What is the quick answer for Per-Tenant GPU Monitoring and Chargeback?

Build per-tenant GPU monitoring dashboards with queue time, utilization, thermal metrics, and GPU-hour chargeback on Kubernetes.

Per-Tenant GPU Monitoring and Chargeback

💡 Quick Answer: Use DCGM Exporter for GPU metrics, kube_pod_labels for tenant association, and PromQL queries like DCGM_FI_DEV_GPU_UTIL * on(pod) group_left(namespace) kube_pod_info{namespace=~"tenant-.*"} for per-tenant GPU utilization.
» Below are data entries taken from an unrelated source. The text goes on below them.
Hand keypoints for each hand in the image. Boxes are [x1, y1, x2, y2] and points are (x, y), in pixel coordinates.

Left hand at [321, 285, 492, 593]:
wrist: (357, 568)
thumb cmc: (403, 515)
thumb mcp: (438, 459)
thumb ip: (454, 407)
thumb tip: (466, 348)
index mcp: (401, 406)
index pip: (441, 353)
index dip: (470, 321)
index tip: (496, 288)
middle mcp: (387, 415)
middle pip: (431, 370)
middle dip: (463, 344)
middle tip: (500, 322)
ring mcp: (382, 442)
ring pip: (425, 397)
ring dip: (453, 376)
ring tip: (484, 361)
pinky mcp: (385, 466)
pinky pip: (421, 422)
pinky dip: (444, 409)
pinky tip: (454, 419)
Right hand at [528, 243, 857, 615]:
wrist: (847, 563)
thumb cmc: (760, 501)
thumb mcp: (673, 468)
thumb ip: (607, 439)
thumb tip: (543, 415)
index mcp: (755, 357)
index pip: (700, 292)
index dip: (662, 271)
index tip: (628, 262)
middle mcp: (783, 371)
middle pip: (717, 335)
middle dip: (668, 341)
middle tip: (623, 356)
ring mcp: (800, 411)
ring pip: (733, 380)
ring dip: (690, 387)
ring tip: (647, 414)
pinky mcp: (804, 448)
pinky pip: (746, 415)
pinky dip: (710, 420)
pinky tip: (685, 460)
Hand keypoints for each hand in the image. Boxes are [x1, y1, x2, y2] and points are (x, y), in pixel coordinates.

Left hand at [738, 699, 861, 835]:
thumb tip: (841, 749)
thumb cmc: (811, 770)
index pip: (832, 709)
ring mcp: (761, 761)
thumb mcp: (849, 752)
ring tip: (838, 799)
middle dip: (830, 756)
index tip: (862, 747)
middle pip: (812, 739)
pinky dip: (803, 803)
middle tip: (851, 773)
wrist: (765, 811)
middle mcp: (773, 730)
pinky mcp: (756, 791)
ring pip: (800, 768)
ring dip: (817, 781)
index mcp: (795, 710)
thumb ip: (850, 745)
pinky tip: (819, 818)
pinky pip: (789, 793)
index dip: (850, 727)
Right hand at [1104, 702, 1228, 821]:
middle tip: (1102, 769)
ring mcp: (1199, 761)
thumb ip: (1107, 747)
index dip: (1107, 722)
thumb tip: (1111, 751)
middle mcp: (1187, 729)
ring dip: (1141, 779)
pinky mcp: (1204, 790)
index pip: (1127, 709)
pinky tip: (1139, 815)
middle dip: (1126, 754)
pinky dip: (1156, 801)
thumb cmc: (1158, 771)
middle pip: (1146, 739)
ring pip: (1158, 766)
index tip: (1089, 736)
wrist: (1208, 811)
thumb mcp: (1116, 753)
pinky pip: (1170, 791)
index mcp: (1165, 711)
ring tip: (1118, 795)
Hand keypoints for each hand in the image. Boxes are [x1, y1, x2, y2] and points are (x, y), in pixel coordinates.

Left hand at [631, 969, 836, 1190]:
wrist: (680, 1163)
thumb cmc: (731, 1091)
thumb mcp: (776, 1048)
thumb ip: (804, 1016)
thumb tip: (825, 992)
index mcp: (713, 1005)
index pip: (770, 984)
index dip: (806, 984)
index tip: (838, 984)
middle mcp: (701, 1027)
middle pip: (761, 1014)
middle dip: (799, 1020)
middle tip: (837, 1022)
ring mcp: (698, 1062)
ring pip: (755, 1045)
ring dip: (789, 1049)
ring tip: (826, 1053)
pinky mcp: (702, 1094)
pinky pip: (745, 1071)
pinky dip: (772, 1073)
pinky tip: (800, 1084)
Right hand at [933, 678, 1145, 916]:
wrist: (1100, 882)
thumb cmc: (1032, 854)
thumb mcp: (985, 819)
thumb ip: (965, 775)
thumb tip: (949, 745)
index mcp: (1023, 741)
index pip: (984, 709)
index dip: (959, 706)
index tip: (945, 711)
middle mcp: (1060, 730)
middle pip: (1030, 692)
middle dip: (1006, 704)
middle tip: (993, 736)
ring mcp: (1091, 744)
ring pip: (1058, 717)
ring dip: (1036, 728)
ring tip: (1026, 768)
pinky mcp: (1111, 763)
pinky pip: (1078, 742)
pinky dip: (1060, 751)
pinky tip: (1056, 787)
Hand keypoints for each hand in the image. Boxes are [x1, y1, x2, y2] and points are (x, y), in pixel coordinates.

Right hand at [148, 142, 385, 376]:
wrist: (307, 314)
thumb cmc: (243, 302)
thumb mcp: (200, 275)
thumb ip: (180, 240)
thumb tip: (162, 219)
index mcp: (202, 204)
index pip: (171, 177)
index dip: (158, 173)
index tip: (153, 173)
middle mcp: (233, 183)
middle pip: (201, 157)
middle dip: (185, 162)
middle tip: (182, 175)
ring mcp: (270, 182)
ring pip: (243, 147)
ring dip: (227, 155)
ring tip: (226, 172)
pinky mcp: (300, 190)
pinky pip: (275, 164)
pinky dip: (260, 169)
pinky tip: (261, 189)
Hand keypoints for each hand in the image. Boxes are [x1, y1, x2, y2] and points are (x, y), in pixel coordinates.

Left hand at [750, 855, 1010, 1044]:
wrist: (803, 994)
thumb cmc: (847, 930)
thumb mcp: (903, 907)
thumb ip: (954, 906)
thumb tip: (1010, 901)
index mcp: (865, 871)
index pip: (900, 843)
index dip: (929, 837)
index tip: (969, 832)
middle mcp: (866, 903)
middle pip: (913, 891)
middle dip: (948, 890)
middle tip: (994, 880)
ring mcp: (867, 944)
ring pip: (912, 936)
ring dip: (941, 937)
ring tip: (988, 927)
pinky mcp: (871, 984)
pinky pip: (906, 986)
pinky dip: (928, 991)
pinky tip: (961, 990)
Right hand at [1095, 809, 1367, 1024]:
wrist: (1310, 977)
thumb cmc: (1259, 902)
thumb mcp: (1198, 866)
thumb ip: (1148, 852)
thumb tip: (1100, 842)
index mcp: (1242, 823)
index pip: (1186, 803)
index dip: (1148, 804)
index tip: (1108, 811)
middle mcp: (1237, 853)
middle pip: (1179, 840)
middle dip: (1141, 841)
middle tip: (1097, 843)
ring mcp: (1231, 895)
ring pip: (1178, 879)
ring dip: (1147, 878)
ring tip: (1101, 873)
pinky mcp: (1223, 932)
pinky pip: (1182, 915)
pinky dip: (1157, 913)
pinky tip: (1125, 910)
Calculate GPU-hours for chargeback with sum(rate(DCGM_FI_DEV_GPU_UTIL[1h])) by (namespace) / 100 * count by (namespace).

The Problem

When teams can’t see their GPU usage, behavior doesn’t change. Over-provisioning, idle GPUs, and queue starvation remain invisible. Without chargeback, there’s no incentive to optimize. Teams need self-service dashboards showing their queue time, GPU utilization, and costs.

The Solution

DCGM Exporter Metrics

# Key DCGM metrics for tenant monitoring:
# DCGM_FI_DEV_GPU_UTIL          — GPU utilization %
# DCGM_FI_DEV_MEM_COPY_UTIL     — Memory utilization %
# DCGM_FI_DEV_GPU_TEMP          — GPU temperature
# DCGM_FI_DEV_POWER_USAGE       — Power draw (W)
# DCGM_FI_DEV_FB_USED           — Framebuffer memory used (MB)
# DCGM_FI_DEV_FB_FREE           — Framebuffer memory free (MB)
# DCGM_FI_PROF_GR_ENGINE_ACTIVE — GPU engine active ratio

Per-Tenant GPU Utilization

# PrometheusRule for per-tenant GPU alerts
apiVersion: monitoring.coreos.com/v1
kind: PrometheusRule
metadata:
  name: gpu-tenant-alerts
  namespace: openshift-monitoring
spec:
  groups:
    - name: gpu-tenant
      interval: 30s
      rules:
        # Per-tenant GPU utilization
        - record: tenant:gpu_utilization:avg
          expr: |
            avg(DCGM_FI_DEV_GPU_UTIL
              * on(pod, namespace) group_left()
              kube_pod_info{namespace=~"tenant-.*"}
            ) by (namespace)

        # Per-tenant GPU memory usage
        - record: tenant:gpu_memory_used_bytes:sum
          expr: |
            sum(DCGM_FI_DEV_FB_USED
              * on(pod, namespace) group_left()
              kube_pod_info{namespace=~"tenant-.*"}
            ) by (namespace) * 1024 * 1024

        # GPU-hours per tenant (for chargeback)
        - record: tenant:gpu_hours:rate1h
          expr: |
            sum(
              count by (namespace, pod) (
                DCGM_FI_DEV_GPU_UTIL{namespace=~"tenant-.*"} > 0
              )
            ) by (namespace) / 3600

        # Alert: GPU idle >30min
        - alert: GPUIdleTenant
          expr: |
            tenant:gpu_utilization:avg < 5
            and on(namespace)
            count(DCGM_FI_DEV_GPU_UTIL{namespace=~"tenant-.*"} >= 0) by (namespace) > 0
          for: 30m
          labels:
            severity: warning
          annotations:
            summary: "Tenant {{ $labels.namespace }} has idle GPUs for >30m"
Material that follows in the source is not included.